# WHAT THIS TASK INVOLVES
Your task is to gather the lines below that hold the string "hand".

# SOURCE MATERIAL
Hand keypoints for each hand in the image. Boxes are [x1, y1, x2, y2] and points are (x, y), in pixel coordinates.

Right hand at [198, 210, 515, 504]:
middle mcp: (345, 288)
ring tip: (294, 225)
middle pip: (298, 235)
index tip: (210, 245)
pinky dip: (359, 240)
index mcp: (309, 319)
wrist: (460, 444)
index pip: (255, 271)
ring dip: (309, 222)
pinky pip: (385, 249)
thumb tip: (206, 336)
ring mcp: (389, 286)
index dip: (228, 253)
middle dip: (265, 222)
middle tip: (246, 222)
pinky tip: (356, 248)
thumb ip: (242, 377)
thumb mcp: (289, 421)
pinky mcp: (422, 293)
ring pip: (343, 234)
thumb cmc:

# RESPONSE TO THIS TASK
Hand keypoints for each hand in the image. Boxes are [x1, y1, x2, y2] and points are (x, y), in pixel coordinates.
Right hand at [198, 210, 515, 504]:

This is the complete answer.